=== Data extract ===
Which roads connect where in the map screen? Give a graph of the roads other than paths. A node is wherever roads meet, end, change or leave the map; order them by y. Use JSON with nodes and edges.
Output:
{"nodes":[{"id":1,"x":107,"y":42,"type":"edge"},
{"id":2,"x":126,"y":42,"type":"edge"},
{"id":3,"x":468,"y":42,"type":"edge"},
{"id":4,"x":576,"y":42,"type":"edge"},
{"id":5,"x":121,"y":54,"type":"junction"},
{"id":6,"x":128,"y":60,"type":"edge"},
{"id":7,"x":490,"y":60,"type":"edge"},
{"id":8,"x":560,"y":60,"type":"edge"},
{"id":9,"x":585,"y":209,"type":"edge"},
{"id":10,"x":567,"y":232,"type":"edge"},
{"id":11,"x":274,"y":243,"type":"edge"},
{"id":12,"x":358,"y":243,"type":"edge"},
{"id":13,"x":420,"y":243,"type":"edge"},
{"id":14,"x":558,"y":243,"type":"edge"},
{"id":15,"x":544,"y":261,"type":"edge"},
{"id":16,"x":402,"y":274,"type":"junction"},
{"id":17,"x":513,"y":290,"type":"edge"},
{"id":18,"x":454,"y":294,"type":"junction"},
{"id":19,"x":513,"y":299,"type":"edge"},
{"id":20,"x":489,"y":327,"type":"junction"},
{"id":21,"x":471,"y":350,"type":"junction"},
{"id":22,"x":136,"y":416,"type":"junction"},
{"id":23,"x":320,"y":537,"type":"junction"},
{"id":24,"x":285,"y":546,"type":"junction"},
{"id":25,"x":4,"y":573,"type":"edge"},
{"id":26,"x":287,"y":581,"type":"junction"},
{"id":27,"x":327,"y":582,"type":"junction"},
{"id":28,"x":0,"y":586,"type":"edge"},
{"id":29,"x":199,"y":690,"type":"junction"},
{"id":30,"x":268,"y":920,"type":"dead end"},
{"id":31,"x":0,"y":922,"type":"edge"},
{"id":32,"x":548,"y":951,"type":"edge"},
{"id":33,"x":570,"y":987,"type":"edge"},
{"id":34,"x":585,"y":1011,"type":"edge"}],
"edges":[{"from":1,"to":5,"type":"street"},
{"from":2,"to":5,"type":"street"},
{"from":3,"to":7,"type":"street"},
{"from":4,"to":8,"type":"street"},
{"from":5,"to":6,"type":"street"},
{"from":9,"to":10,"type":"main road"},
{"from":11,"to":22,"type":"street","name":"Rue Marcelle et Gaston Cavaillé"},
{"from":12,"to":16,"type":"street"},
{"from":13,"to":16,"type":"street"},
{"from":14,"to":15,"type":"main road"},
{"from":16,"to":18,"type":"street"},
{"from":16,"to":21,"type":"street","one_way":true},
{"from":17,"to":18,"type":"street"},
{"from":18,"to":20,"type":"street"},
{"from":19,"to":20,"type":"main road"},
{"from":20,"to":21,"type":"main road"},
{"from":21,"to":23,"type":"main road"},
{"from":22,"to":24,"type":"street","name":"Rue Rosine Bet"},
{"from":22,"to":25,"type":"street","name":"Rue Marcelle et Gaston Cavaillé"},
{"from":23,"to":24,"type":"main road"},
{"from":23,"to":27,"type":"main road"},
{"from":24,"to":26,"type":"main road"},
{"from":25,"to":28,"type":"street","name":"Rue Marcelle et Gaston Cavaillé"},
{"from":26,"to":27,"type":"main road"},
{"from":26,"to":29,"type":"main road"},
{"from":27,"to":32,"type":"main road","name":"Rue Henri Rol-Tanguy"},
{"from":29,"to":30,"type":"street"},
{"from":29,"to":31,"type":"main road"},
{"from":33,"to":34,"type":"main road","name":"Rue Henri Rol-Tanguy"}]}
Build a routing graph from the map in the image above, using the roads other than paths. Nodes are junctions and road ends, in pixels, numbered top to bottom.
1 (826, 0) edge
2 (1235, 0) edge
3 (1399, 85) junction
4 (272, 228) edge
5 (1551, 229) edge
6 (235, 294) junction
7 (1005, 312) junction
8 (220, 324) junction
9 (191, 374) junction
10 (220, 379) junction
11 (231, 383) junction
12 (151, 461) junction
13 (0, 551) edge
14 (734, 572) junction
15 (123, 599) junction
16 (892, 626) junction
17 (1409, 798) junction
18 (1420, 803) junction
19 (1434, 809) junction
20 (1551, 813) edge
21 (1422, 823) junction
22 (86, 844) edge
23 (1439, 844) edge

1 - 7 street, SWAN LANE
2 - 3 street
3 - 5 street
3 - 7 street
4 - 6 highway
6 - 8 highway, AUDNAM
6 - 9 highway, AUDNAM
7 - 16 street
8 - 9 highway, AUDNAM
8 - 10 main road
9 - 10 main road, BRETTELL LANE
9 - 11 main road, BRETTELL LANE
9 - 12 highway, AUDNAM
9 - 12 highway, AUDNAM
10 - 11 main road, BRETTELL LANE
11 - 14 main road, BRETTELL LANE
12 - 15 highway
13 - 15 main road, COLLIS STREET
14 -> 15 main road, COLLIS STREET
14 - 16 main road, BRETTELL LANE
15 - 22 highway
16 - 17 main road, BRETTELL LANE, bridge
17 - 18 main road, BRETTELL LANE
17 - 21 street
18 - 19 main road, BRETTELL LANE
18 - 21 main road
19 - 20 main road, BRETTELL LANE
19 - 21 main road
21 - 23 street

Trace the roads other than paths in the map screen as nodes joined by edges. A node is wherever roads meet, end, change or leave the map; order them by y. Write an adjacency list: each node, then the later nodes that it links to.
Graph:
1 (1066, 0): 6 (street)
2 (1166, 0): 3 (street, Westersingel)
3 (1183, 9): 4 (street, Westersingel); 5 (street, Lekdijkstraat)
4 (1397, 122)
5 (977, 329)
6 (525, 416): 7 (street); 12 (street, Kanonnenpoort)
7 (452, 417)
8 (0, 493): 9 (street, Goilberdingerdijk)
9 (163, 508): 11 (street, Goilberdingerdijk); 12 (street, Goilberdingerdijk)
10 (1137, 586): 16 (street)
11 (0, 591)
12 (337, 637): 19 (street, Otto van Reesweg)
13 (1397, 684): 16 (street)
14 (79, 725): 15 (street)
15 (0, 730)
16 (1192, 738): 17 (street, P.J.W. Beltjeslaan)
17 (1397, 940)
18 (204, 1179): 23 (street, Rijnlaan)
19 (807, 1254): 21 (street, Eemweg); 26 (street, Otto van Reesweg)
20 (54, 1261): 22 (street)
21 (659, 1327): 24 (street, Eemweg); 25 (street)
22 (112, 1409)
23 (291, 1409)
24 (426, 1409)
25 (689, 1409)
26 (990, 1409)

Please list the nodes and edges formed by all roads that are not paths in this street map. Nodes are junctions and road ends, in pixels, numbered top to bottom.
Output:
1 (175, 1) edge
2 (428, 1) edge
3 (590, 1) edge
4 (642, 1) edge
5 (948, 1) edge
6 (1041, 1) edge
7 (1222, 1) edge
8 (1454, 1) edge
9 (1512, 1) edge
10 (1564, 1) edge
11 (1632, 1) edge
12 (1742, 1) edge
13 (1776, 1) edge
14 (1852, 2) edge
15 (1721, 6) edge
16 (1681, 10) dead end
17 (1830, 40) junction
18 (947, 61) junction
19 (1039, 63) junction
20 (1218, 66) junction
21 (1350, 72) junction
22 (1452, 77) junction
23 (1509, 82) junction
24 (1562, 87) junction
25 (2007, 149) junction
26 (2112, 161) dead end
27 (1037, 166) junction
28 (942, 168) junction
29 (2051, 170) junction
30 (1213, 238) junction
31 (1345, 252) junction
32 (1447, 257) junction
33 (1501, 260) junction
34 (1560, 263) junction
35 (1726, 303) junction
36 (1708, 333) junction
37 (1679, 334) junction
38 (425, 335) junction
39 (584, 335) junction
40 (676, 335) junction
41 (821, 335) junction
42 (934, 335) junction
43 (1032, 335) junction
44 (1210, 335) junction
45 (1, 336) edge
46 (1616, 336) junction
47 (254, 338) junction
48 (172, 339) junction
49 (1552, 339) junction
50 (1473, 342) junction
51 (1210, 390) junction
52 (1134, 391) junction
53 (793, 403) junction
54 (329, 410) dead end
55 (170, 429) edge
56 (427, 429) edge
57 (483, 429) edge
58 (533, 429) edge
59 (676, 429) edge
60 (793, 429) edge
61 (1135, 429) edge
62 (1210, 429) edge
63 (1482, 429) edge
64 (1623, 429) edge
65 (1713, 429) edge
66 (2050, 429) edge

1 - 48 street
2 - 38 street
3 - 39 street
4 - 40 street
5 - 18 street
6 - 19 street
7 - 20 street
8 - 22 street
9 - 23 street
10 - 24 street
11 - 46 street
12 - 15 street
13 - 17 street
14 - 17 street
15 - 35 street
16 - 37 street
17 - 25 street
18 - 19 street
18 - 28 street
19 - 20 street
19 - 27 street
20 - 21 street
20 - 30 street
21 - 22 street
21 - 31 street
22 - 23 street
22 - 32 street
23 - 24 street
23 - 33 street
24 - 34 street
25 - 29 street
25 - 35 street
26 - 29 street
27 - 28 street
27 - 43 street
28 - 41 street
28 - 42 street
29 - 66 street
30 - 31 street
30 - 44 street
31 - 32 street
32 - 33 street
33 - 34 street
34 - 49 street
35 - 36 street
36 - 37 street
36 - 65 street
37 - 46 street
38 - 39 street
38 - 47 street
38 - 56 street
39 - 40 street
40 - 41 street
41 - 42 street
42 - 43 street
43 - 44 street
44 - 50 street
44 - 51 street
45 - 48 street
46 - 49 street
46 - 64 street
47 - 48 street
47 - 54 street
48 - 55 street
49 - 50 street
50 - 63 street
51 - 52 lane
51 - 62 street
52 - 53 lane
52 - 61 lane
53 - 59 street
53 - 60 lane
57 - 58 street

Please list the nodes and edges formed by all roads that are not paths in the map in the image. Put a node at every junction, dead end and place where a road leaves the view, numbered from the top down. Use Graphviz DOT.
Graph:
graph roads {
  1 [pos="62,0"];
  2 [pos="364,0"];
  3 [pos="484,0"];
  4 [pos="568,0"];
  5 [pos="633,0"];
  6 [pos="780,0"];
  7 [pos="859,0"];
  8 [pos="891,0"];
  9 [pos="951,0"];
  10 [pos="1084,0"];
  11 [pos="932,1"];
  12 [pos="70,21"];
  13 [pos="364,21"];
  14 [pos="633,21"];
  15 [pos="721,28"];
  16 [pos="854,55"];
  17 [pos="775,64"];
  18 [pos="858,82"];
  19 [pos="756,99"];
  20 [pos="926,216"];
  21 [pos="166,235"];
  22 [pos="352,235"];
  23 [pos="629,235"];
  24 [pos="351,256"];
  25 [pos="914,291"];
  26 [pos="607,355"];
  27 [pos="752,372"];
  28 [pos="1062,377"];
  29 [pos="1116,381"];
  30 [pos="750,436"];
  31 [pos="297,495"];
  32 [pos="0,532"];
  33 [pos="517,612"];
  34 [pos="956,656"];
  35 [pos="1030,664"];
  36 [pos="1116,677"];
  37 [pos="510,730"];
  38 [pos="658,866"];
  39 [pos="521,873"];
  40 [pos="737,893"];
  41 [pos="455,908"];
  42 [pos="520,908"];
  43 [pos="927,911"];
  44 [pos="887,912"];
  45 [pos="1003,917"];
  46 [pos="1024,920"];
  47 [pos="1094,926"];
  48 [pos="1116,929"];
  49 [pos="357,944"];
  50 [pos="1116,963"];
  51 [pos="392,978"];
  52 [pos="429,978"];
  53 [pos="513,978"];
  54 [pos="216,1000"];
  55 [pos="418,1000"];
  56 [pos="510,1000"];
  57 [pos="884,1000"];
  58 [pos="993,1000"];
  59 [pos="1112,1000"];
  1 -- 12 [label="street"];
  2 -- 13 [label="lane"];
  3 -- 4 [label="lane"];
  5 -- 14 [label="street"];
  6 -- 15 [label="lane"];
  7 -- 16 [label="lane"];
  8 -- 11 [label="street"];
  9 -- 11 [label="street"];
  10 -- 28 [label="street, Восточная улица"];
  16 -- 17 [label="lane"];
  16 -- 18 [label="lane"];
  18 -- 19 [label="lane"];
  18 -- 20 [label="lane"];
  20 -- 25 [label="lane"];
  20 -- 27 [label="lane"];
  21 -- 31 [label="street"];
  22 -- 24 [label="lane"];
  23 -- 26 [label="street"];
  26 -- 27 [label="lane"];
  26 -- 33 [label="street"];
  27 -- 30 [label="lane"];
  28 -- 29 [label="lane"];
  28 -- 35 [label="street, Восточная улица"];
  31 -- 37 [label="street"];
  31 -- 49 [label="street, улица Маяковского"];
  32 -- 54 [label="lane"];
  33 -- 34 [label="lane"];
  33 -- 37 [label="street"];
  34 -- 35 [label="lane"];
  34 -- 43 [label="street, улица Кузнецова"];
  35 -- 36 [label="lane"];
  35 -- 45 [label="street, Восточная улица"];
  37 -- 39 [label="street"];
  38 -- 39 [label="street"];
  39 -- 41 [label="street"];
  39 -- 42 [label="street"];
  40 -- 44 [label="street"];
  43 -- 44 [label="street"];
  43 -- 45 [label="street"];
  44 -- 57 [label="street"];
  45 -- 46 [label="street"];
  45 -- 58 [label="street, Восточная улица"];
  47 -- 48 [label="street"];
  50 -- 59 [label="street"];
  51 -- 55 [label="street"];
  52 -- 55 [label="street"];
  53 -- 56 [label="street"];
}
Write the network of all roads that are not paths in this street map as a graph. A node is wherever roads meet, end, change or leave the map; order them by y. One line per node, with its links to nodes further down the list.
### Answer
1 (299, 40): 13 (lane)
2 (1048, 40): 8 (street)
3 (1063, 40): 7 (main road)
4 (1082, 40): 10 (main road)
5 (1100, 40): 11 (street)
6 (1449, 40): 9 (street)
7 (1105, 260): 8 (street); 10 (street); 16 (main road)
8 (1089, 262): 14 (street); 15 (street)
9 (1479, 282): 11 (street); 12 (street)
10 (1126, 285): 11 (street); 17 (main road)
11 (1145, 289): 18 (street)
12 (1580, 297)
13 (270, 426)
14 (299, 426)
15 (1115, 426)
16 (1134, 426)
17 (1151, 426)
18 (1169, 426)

=== Work instruction ===
Count the lines above that include the string "order". Write only the number.

=== Solution to this exercise ===
3